To access the home of DIVE when installed on a server with Digital Slide Archive the endpoint localhost:8080/dive will bring you to the core DIVE interface.

Convert Videos to DIVE Format


When videos are annotated in DIVE they need to be first processed and converted into a Dataset. A Dataset is a folder which includes the source video and a transcoded video if required.

When The DIVE-DSA plugin is installed and there is a Girder Item which contains a standard video extension (.mp4, .wmv, .move, .avi, ...others) there will be a button which will allow you to 'Convert to DIVE'. This button will create a folder with the name Video {filename} and process the video. It will also launch the DIVE interface and navigate to the parent folder. Once the job is complete you can click on 'Launch Annotator' to view the video and annotate. For more information please see Video-Conversion

Open Existing DIVE Datasets

Folders that have already been converted to DIVE can be open directly by clicking the 'Open in DIVE' button next to the folder name. There is also an additional Open in DIVE button when viewing the contents of a folder that has been converted.

Concepts and Definitions

DIVE is the annotator and data management software system. It is our name for the code and capabilities, including both web and desktop, that can be deployed and configured for a variety of needs. For this frok of DIVE (DIVE-DSA)

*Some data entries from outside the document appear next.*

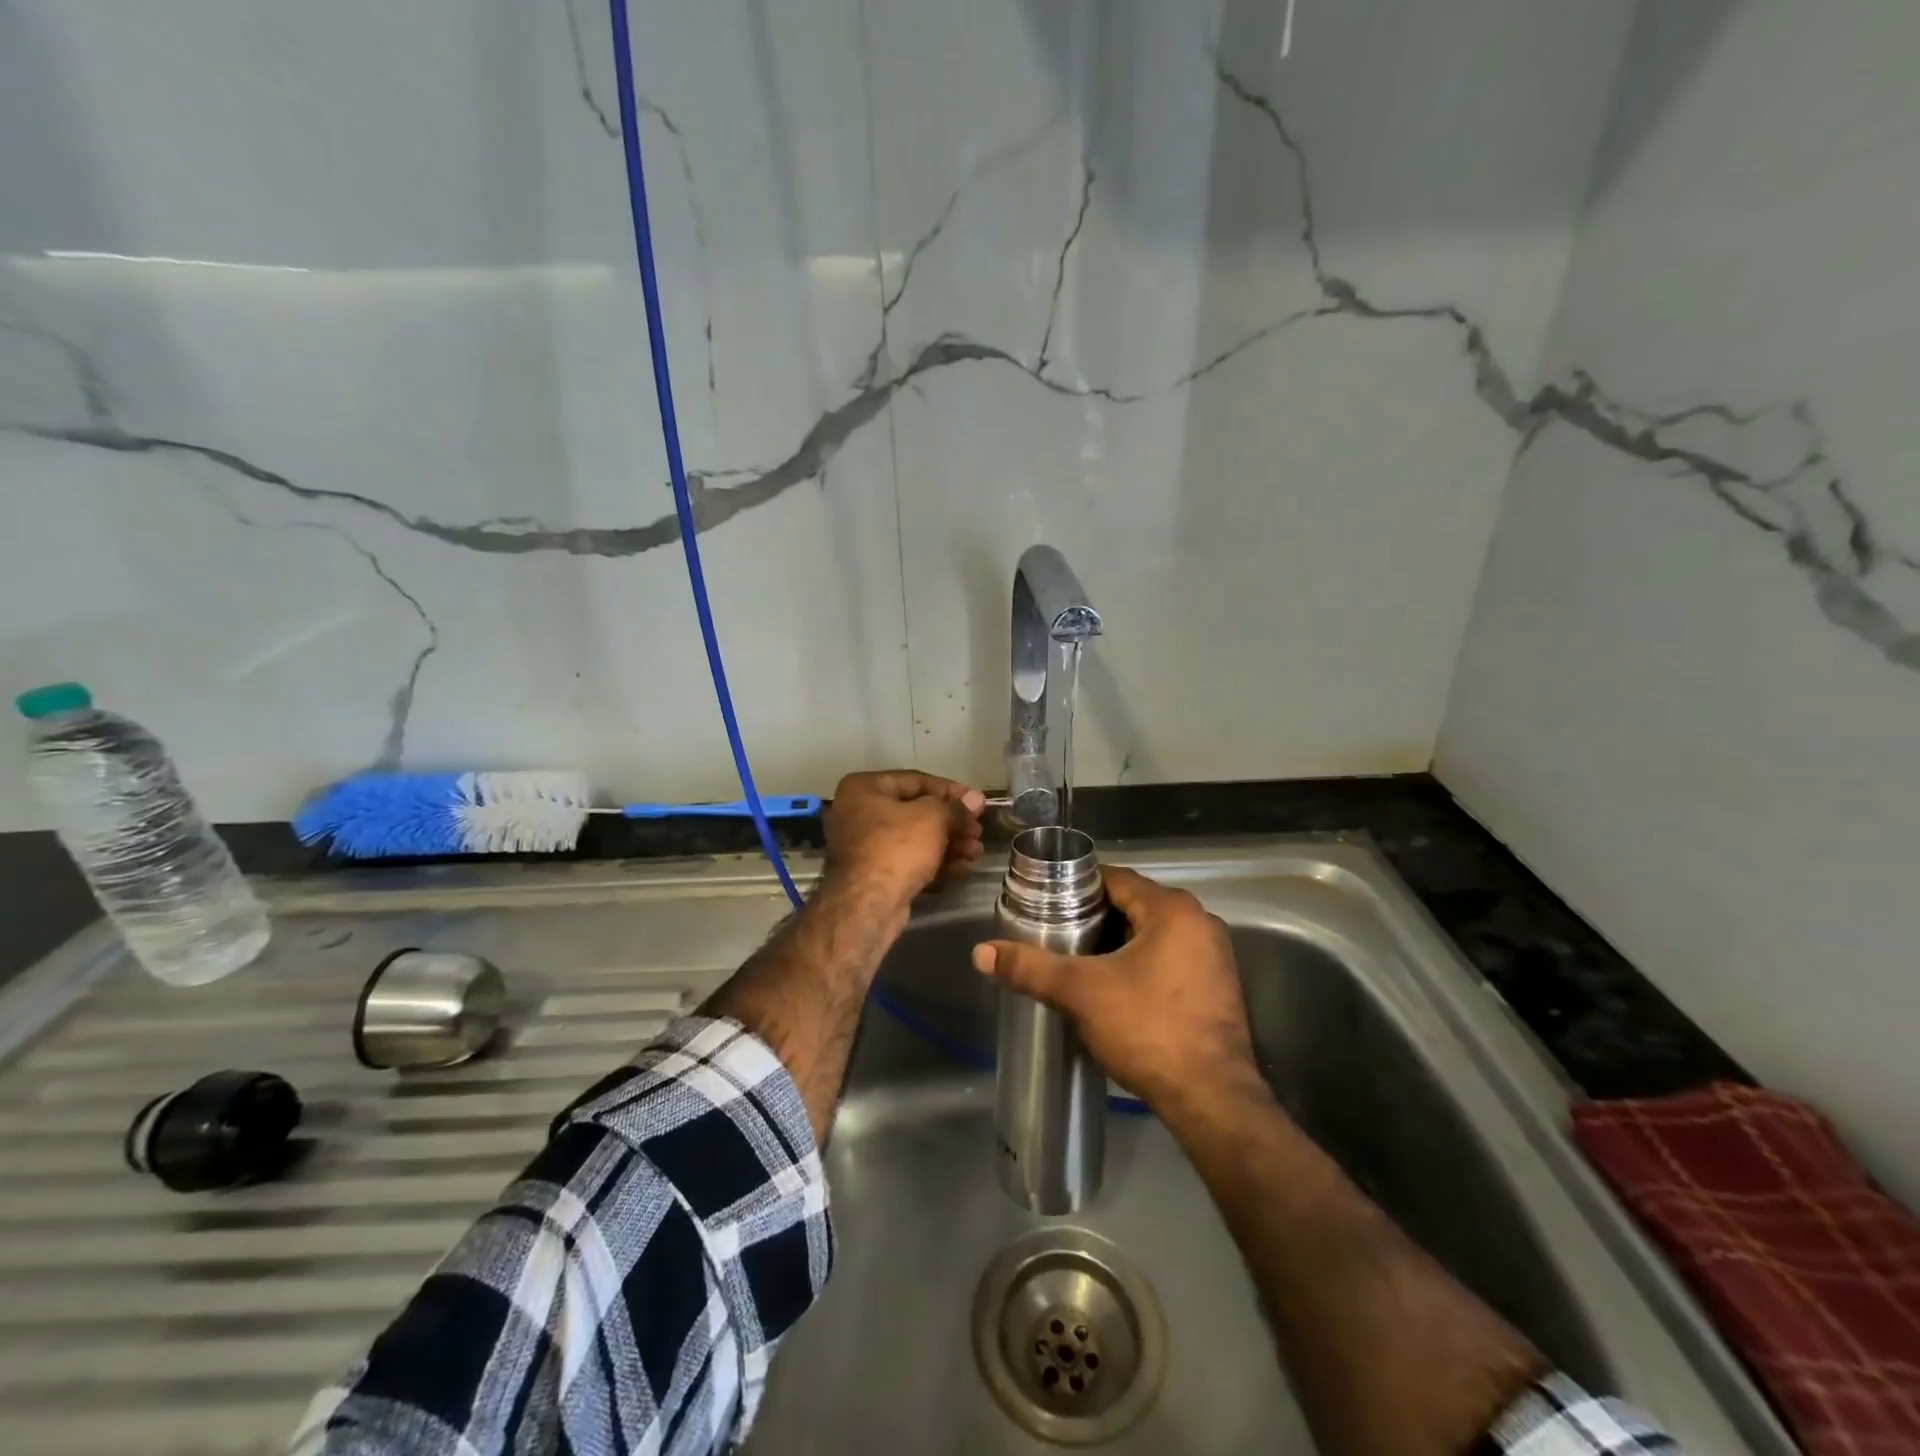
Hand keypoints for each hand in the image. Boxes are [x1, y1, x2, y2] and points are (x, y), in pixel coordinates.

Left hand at [822, 770, 985, 911]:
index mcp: (864, 788)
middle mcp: (858, 811)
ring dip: (949, 843)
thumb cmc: (897, 848)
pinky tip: (962, 867)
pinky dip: (934, 860)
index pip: (916, 780)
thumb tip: (976, 799)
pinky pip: (908, 858)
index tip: (977, 802)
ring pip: (915, 837)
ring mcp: (864, 844)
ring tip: (975, 851)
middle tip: (977, 831)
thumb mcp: (932, 819)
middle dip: (952, 822)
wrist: (868, 906)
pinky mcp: (873, 872)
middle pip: (916, 810)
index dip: (951, 790)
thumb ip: (955, 807)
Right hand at [971, 865, 1258, 1112]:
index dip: (1078, 887)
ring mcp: (1214, 956)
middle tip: (1056, 934)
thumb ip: (1032, 968)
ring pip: (1152, 934)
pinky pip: (1170, 958)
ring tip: (1077, 960)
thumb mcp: (1082, 992)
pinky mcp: (1217, 987)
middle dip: (1094, 918)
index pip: (1116, 879)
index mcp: (1173, 909)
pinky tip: (1114, 987)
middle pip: (1134, 905)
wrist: (1211, 1099)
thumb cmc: (1148, 1029)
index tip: (1046, 902)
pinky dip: (1141, 963)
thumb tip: (981, 953)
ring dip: (1117, 943)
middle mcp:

Detection - A single annotation. A detection could be associated with a point in time within a track, or it could have no temporal association.

Features - Bounding box, polygon, head/tail points or other visible elements of a detection.

Track - A collection of detections spanned over multiple frames in a video or image sequence. Tracks include a start and end time and can have gap periods in which no detections exist.

Group - A collection of one or more tracks, which can be given a definite frame range, type annotation, confidence, and attributes.

Types - Every track (or detection, if tracks aren't applicable) has one or more types that should be used to annotate the primary characteristic you are interested in classifying. Types are typically used to train a single or multi-class classifier. A track (or detection) may have multiple types with confidence values associated.

Frame - A single image or point in time for a video or image sequence.

Key Frame - Every manually drawn annotation is considered a keyframe, and all automated pipelines produce keyframes. Only keyframes can have attributes. Key frame detections are differentiated from interpolated detections, which are the implicit bounding boxes you see when linear interpolation is enabled.

Interpolation - The implicit bounding boxes between keyframes in a track.

Attributes - Attributes are free-form secondary characteristics on both tracks and detections. For example, a fish type track may have an is_adult boolean attribute.